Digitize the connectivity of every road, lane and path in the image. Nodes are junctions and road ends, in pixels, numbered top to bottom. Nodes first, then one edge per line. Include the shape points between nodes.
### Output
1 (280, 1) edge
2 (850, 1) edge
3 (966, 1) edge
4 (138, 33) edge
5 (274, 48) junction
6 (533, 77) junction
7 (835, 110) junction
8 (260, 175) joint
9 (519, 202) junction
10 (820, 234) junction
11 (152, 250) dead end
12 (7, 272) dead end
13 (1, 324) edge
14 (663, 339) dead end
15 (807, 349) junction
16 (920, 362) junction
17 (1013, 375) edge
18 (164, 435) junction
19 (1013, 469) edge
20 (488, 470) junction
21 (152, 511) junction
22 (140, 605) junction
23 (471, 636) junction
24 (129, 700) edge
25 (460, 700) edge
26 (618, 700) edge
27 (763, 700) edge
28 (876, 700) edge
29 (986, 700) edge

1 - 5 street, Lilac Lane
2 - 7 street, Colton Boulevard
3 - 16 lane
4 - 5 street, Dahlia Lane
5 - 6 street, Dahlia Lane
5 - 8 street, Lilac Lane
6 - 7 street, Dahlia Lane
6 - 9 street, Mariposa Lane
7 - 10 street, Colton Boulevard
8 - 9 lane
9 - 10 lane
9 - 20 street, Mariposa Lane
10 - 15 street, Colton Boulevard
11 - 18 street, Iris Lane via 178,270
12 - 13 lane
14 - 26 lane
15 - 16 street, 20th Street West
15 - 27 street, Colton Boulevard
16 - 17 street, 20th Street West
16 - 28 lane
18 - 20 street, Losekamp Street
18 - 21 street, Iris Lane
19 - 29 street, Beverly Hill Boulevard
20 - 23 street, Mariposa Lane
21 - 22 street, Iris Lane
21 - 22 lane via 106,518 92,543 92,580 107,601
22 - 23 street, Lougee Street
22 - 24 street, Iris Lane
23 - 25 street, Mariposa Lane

━━━

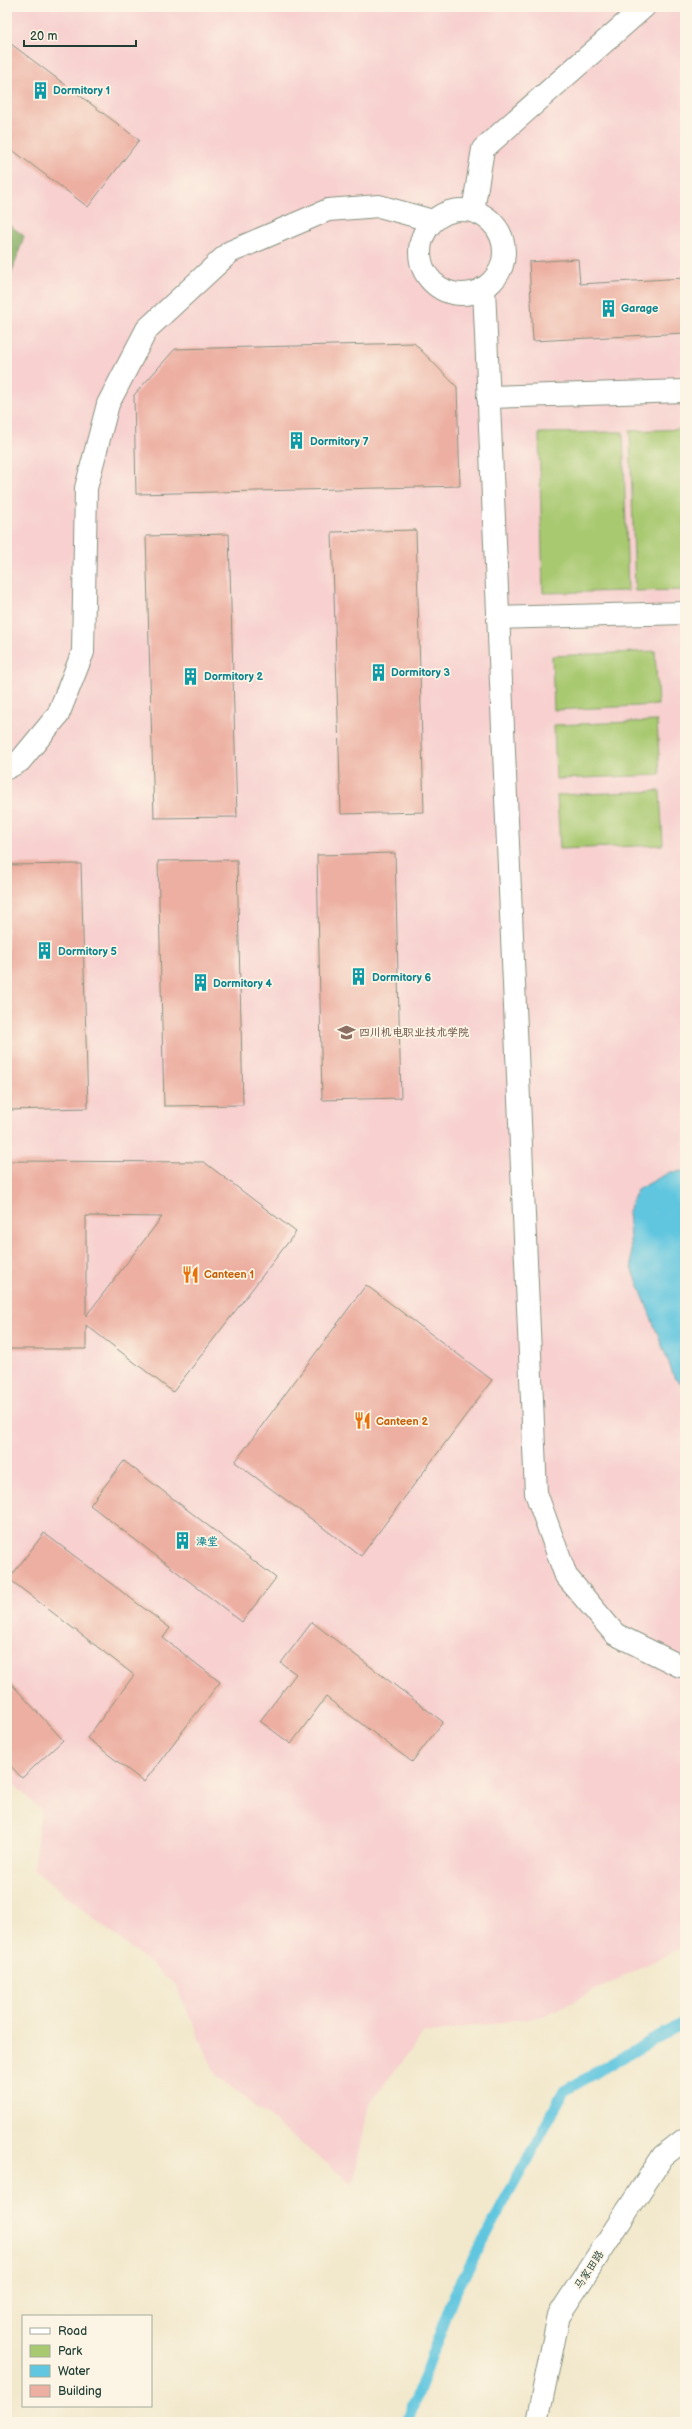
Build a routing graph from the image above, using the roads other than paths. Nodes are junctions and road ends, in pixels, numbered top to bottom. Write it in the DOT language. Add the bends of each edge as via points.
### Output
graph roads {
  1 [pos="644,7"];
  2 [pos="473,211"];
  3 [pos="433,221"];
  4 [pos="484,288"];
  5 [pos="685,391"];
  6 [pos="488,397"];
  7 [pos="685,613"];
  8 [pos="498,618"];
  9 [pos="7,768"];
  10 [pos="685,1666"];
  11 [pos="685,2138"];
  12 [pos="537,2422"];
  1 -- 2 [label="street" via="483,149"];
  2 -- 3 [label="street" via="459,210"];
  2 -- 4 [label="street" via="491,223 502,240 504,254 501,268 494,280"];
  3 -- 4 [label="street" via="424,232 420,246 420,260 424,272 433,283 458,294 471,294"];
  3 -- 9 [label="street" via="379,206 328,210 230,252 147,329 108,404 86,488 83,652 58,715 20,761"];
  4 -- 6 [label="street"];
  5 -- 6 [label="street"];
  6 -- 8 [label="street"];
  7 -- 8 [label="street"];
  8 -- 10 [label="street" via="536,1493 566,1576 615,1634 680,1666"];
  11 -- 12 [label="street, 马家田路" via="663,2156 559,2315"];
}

━━━

Among the lines above, return those that hold the word "junctions".

Digitize the connectivity of every road, lane and path in the image. Nodes are junctions and road ends, in pixels, numbered top to bottom. Nodes first, then one edge per line. Include the shape points between nodes.
Build a routing graph from the image above, using the roads other than paths. Nodes are junctions and road ends, in pixels, numbered top to bottom. Write it in the DOT language. Add the bends of each edge as via points.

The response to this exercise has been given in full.